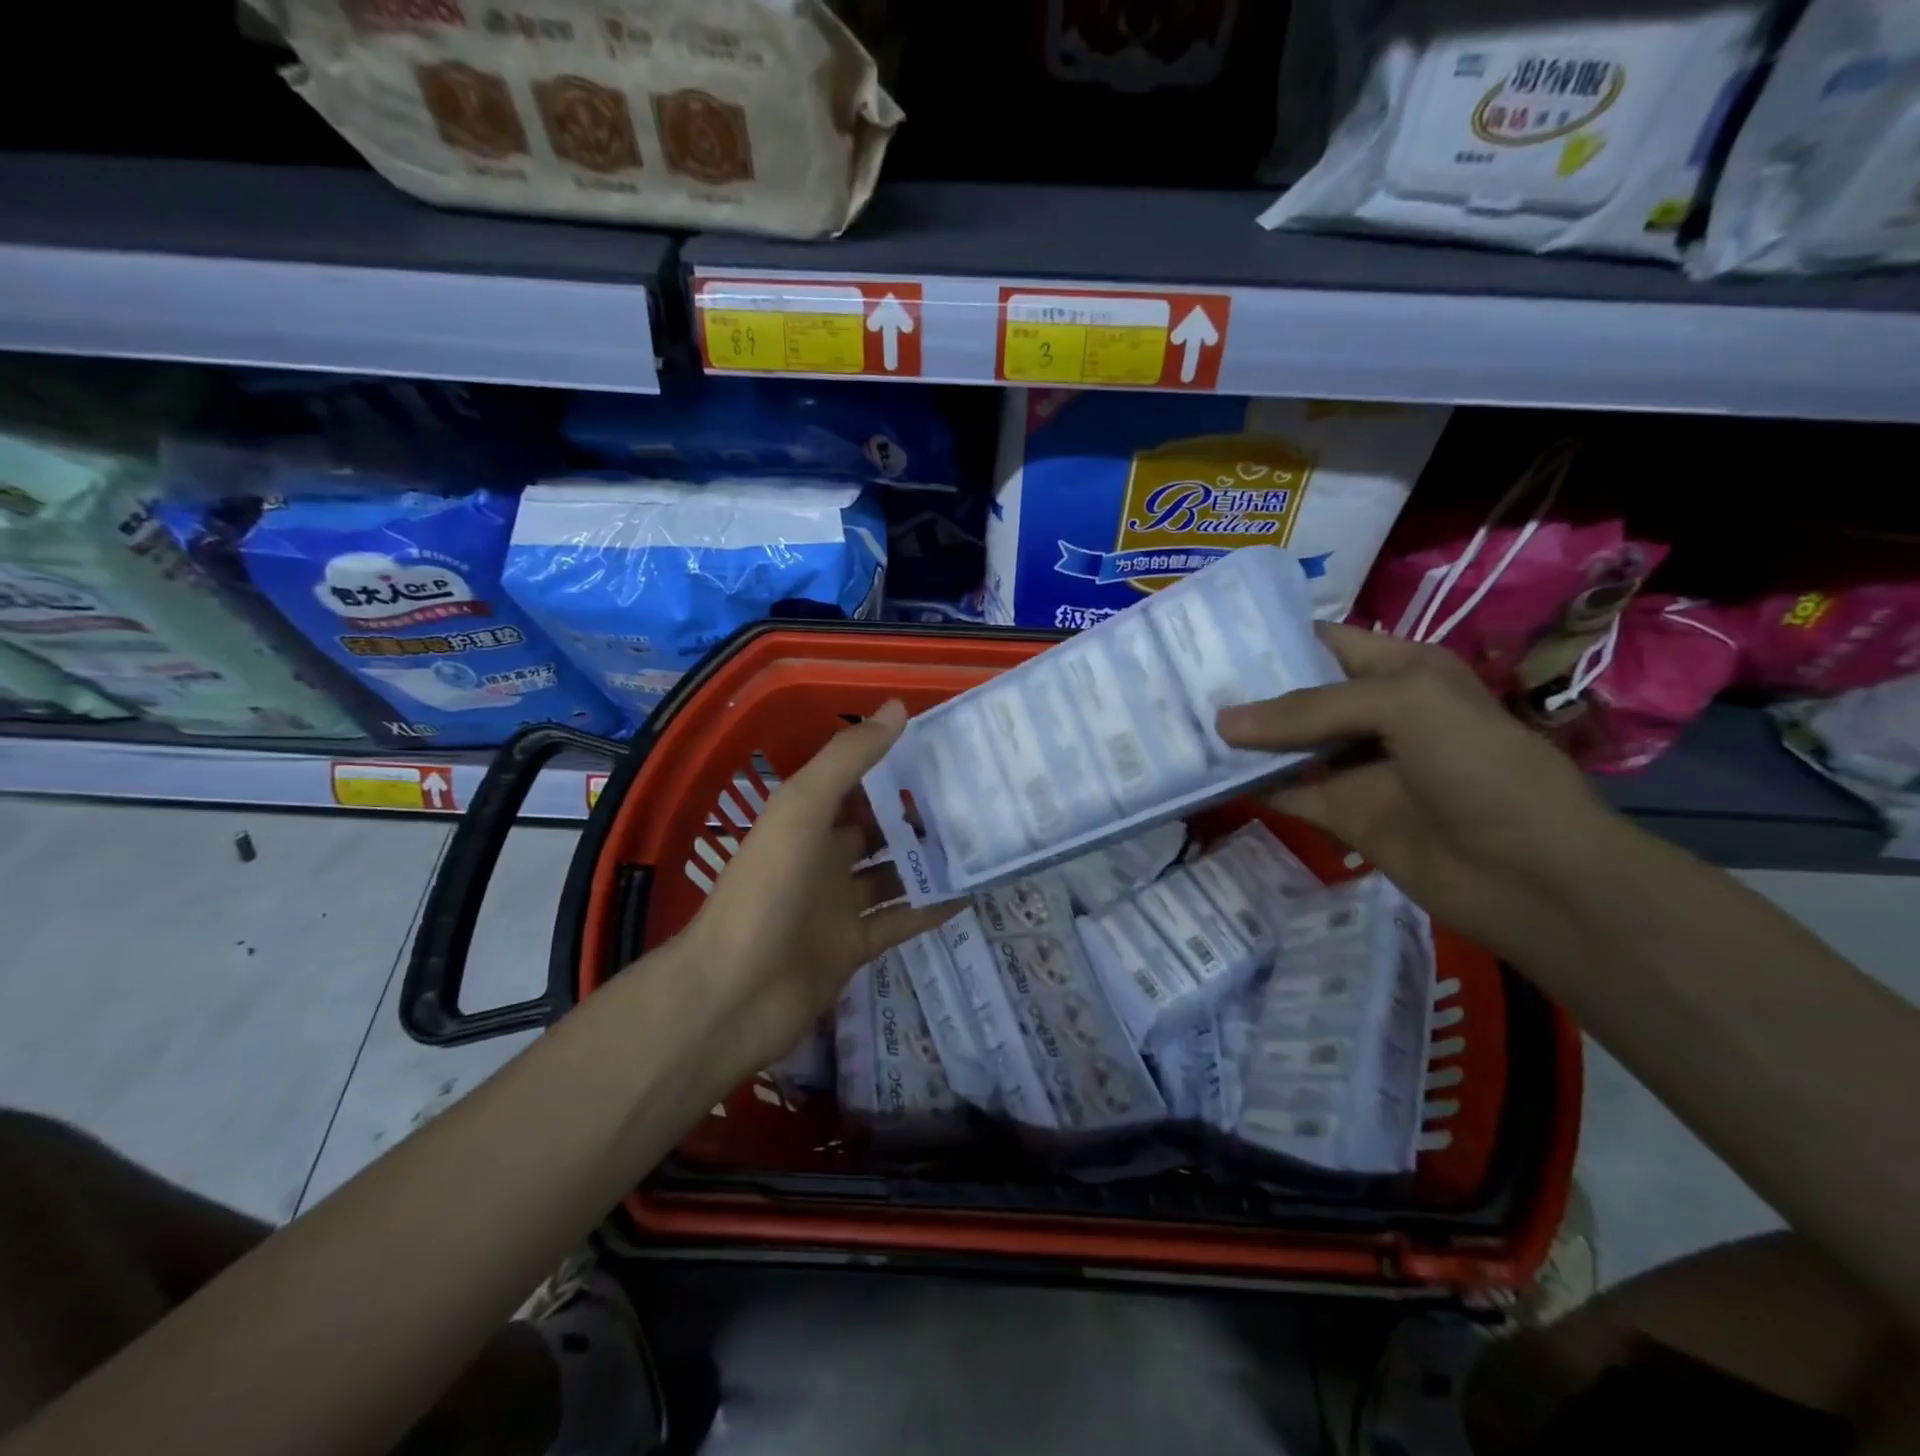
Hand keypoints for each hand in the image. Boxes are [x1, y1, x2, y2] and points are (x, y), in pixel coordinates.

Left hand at [679, 699, 955, 1075]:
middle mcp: (822, 858)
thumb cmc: (765, 891)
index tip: (943, 751)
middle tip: (976, 799)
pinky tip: (970, 894)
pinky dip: (930, 909)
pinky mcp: (853, 948)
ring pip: (893, 875)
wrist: (733, 994)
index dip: (892, 766)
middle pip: (878, 830)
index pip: (855, 784)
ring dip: (929, 861)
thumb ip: (848, 760)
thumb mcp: (802, 811)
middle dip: (919, 815)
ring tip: (982, 842)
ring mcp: (837, 906)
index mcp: (805, 822)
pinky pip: (899, 922)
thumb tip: (899, 708)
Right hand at [1216, 624, 1624, 959]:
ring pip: (1285, 744)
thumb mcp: (1404, 706)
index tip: (1207, 638)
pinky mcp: (1341, 812)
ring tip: (1177, 724)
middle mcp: (1374, 711)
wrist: (1530, 875)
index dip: (1271, 637)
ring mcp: (1356, 765)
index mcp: (1400, 669)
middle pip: (1296, 694)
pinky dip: (1250, 783)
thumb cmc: (1479, 767)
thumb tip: (1222, 723)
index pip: (1324, 641)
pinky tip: (1204, 774)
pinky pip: (1286, 790)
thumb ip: (1309, 709)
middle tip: (1176, 683)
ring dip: (1241, 739)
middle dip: (1245, 689)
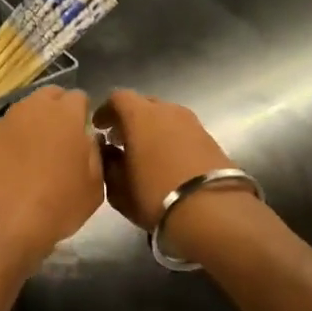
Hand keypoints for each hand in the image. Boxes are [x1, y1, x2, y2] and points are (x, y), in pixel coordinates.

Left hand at [0, 87, 103, 269]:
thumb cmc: (56, 206)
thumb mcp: (94, 187)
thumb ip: (95, 154)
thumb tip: (88, 139)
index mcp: (65, 114)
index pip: (79, 97)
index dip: (84, 114)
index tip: (85, 134)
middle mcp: (33, 109)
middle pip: (50, 96)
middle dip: (58, 110)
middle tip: (63, 140)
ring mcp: (6, 122)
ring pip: (26, 111)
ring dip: (35, 123)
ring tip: (38, 153)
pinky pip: (7, 130)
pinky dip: (15, 140)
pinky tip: (16, 165)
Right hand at [93, 90, 234, 228]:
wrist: (212, 212)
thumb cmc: (155, 196)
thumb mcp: (119, 189)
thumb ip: (109, 165)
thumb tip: (109, 153)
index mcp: (140, 115)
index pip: (118, 98)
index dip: (106, 111)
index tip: (99, 128)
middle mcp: (168, 110)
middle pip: (144, 105)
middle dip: (130, 119)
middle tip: (120, 141)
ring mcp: (193, 123)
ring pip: (166, 118)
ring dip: (153, 130)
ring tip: (145, 153)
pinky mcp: (211, 139)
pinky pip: (183, 132)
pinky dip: (171, 140)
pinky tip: (167, 162)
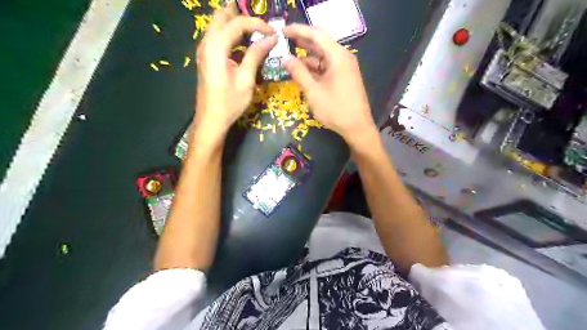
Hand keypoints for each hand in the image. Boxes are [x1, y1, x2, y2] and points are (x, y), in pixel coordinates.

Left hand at [192, 2, 274, 138]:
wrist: (211, 120)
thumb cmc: (230, 102)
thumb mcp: (246, 79)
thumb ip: (256, 55)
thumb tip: (271, 38)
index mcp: (216, 47)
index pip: (237, 23)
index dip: (257, 24)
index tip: (273, 33)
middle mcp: (206, 43)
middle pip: (222, 16)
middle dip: (242, 16)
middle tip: (261, 25)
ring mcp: (204, 50)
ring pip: (218, 25)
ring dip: (236, 24)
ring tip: (256, 32)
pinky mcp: (206, 58)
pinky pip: (218, 37)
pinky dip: (231, 35)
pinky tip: (245, 45)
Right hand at [283, 23, 375, 145]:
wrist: (357, 127)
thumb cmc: (335, 109)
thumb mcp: (313, 91)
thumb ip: (299, 73)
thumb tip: (286, 59)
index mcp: (338, 56)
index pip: (316, 35)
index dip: (298, 30)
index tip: (282, 30)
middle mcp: (343, 57)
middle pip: (320, 43)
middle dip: (302, 42)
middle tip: (283, 41)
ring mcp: (345, 68)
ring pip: (323, 56)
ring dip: (307, 57)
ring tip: (289, 57)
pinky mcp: (344, 77)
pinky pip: (327, 67)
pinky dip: (315, 68)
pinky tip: (302, 71)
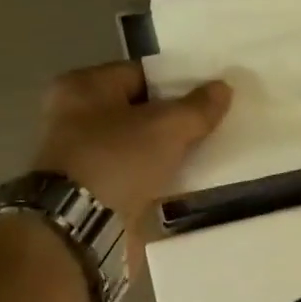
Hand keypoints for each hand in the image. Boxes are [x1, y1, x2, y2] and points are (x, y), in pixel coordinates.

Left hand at [29, 61, 230, 231]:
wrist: (79, 227)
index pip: (140, 74)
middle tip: (215, 122)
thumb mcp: (166, 126)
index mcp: (83, 88)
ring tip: (211, 152)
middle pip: (140, 111)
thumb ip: (198, 107)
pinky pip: (139, 177)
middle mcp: (77, 118)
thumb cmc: (116, 160)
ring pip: (141, 147)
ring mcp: (85, 159)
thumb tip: (223, 88)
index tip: (210, 93)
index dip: (177, 82)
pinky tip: (192, 182)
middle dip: (176, 119)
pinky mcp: (97, 193)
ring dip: (171, 152)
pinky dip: (162, 179)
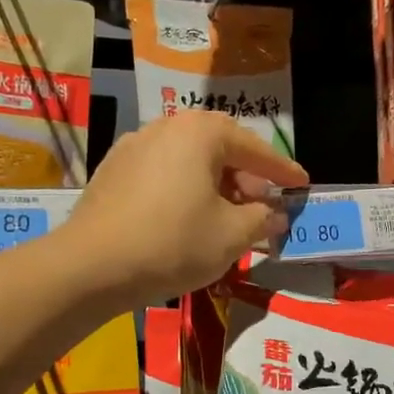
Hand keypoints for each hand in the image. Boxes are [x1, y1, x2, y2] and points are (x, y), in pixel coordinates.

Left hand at [65, 111, 307, 304]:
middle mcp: (166, 127)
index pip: (254, 148)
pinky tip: (188, 217)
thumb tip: (275, 214)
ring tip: (227, 213)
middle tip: (263, 203)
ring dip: (215, 182)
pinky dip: (185, 188)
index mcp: (200, 133)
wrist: (91, 266)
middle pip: (219, 146)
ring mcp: (134, 146)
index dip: (283, 171)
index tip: (302, 185)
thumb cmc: (173, 243)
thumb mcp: (232, 235)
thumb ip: (262, 219)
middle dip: (246, 174)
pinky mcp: (112, 171)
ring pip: (189, 159)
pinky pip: (163, 172)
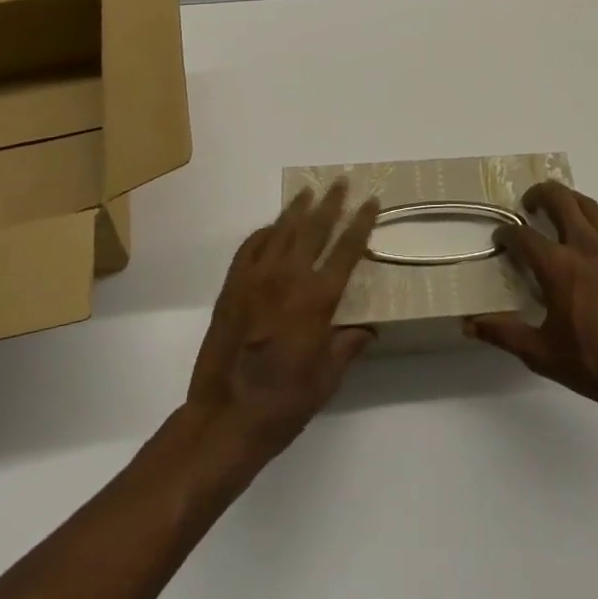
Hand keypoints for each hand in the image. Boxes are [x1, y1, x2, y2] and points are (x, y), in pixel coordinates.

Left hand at [184, 180, 380, 470]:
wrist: (225, 417)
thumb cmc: (284, 402)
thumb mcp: (328, 378)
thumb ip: (348, 345)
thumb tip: (368, 329)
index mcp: (318, 298)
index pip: (347, 248)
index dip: (361, 222)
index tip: (371, 200)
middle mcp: (289, 277)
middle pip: (315, 227)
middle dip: (331, 202)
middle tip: (341, 181)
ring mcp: (256, 277)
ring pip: (282, 230)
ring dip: (298, 208)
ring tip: (309, 191)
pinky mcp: (232, 286)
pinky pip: (250, 247)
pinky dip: (264, 232)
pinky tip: (271, 227)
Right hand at [469, 182, 597, 415]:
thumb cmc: (594, 363)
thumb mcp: (542, 354)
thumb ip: (504, 334)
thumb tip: (469, 324)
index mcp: (558, 266)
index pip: (523, 235)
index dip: (507, 233)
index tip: (500, 238)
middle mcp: (586, 247)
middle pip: (561, 199)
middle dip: (540, 193)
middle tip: (529, 204)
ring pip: (590, 208)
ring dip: (570, 202)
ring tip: (560, 213)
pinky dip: (596, 237)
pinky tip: (595, 262)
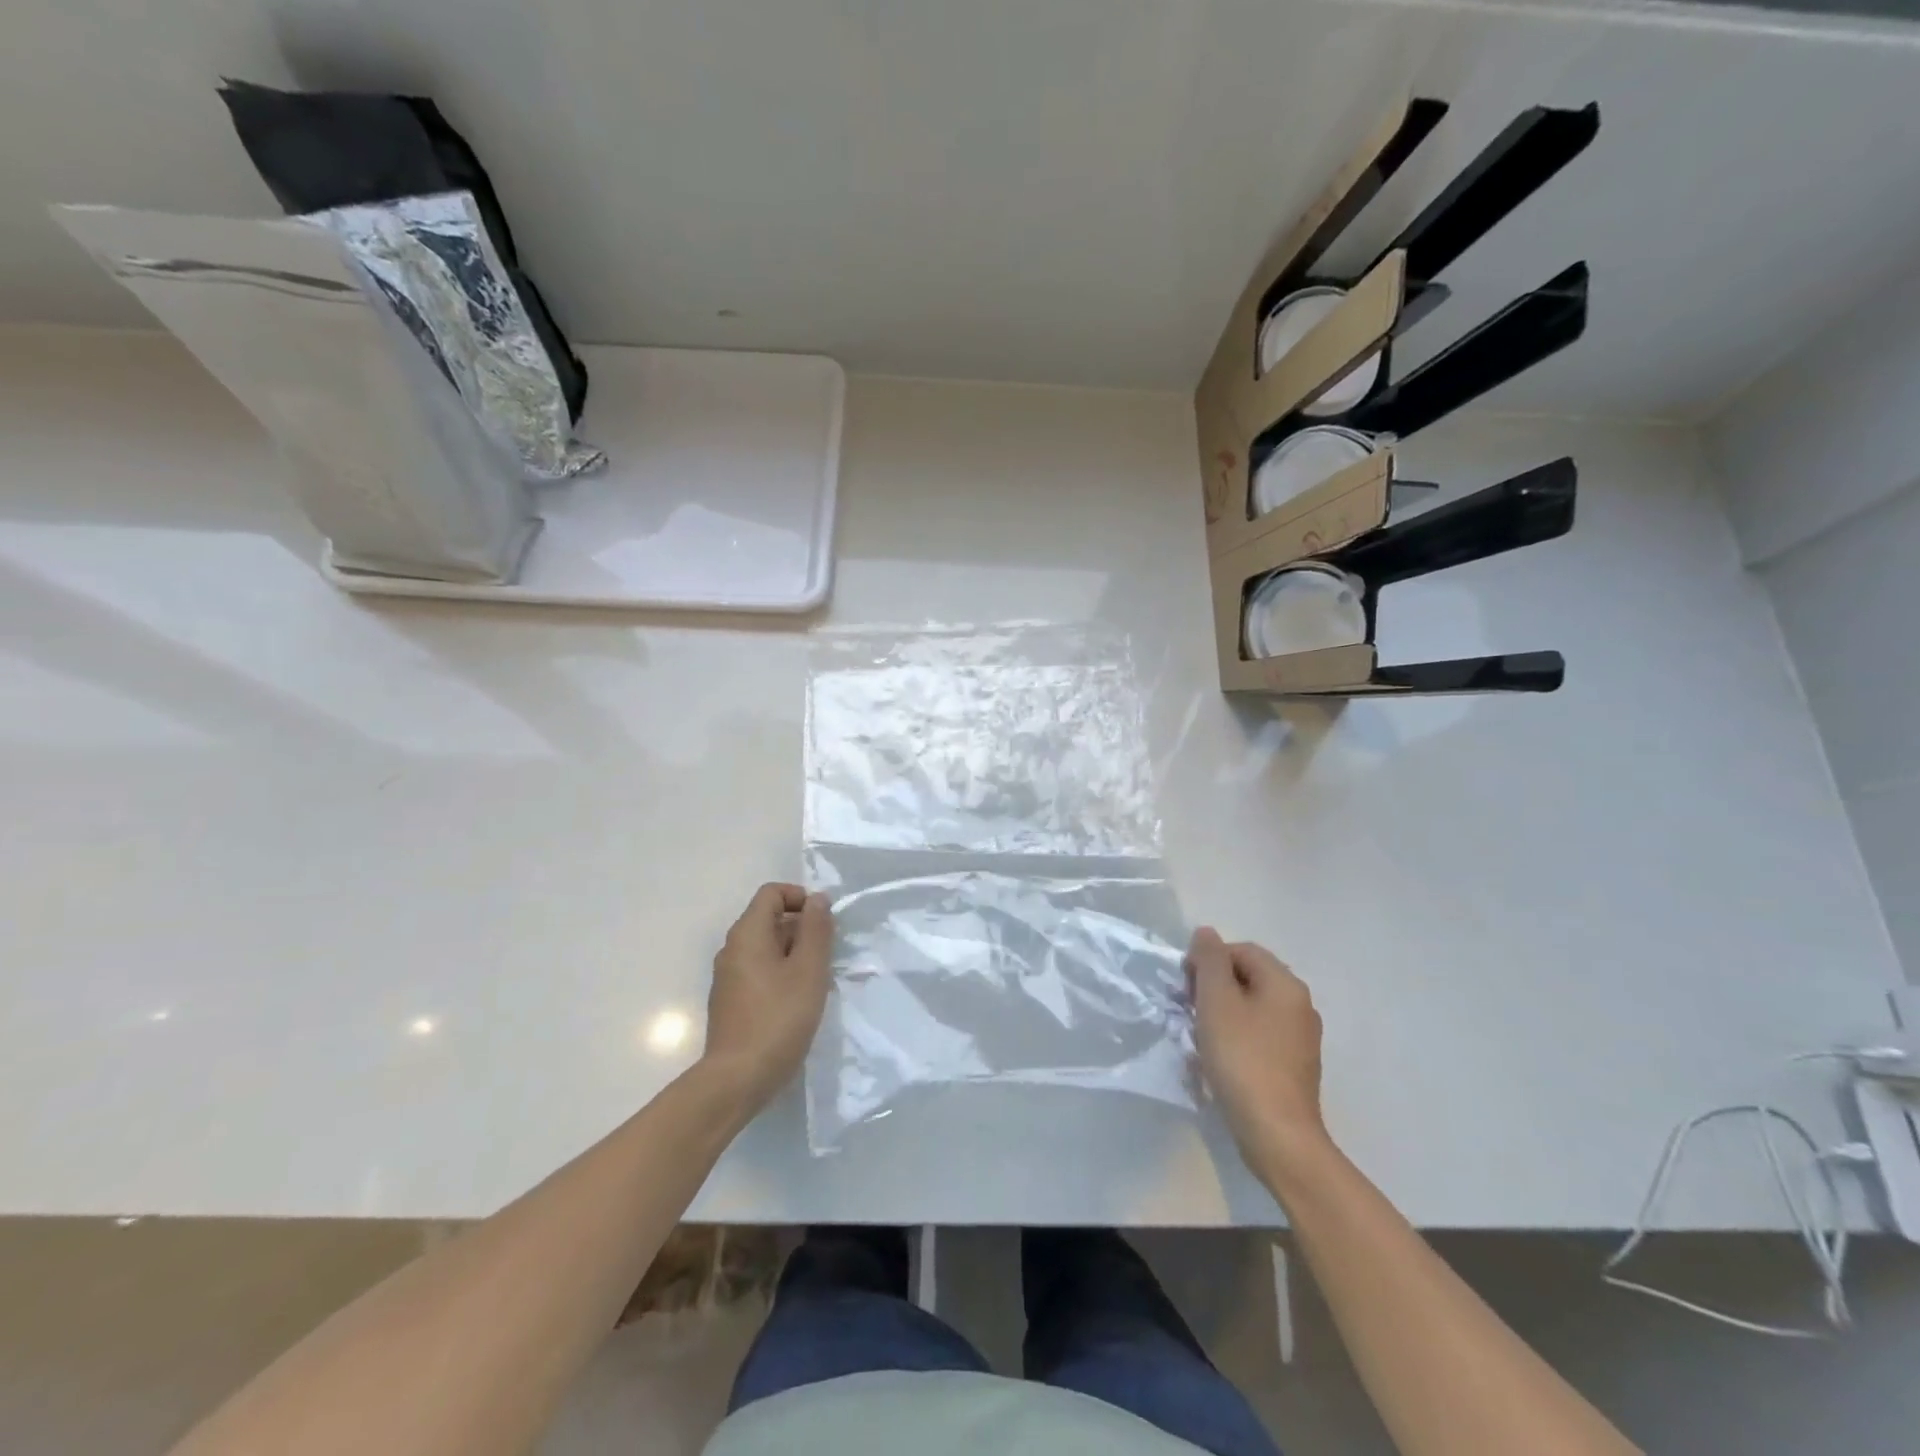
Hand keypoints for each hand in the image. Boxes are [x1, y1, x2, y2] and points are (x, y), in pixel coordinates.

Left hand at [701, 883, 833, 1108]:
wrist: (737, 1080)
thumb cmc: (778, 1018)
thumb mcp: (808, 970)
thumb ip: (815, 929)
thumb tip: (817, 899)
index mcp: (747, 934)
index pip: (772, 893)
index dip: (800, 898)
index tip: (824, 922)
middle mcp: (732, 949)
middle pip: (769, 919)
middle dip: (802, 928)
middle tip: (828, 955)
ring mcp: (728, 977)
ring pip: (766, 948)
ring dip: (794, 954)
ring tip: (817, 981)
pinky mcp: (731, 1002)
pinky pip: (759, 972)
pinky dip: (781, 975)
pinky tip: (798, 1002)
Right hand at [1187, 927, 1329, 1171]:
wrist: (1278, 1134)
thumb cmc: (1242, 1059)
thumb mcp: (1217, 1001)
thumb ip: (1209, 960)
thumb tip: (1206, 933)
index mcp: (1285, 984)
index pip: (1241, 950)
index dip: (1208, 961)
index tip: (1186, 987)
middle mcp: (1300, 1005)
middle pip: (1250, 977)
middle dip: (1215, 987)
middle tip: (1191, 1010)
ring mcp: (1302, 1038)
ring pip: (1254, 1007)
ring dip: (1224, 1013)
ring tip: (1202, 1036)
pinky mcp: (1296, 1066)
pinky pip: (1261, 1035)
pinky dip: (1239, 1037)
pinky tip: (1222, 1059)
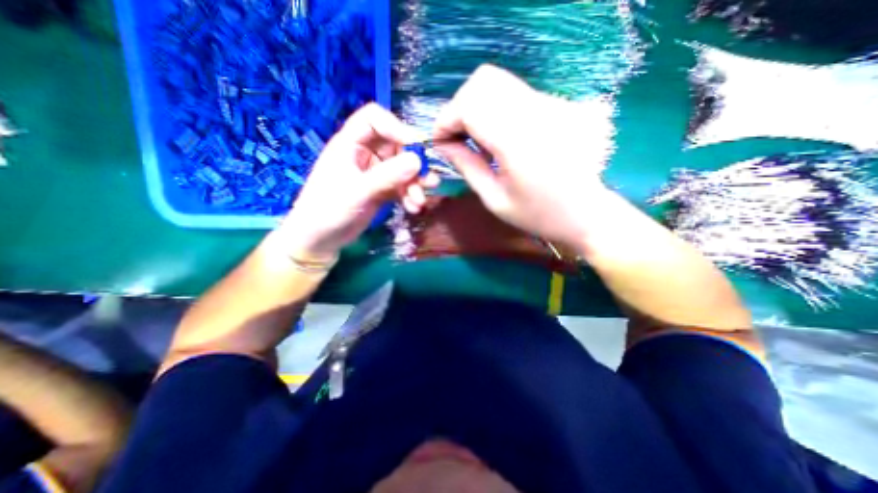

Work instructions. Repeat, word for word, the lines of the material above from the one holding "pinky pip: (327, 67)" through the one holding "pinky mcp: (97, 193)". Leave out pictures.

Response to this task.
pinky pip: (327, 67)
pinky dip: (315, 68)
pinky tip: (302, 71)
Hand keypoints for each hand in the image. Boxes are [x1, y1, x2, y2] and points are (x, y), in pixel coordinates.

Left hand at [29, 61, 230, 231]:
wrist: (79, 227)
index pip: (140, 74)
middle tip: (215, 122)
thumb mcp: (166, 126)
index mcp: (83, 88)
ring tip: (211, 152)
middle pip: (140, 111)
thumb ip: (198, 107)
pinky pip: (139, 177)
middle mcp: (77, 118)
thumb cmc: (116, 160)
ring pip: (141, 147)
ring mcp: (85, 159)
thumb tip: (223, 88)
index tip: (210, 93)
index dip: (177, 82)
pinky tip: (192, 182)
middle dip: (176, 119)
pinky mcp: (97, 193)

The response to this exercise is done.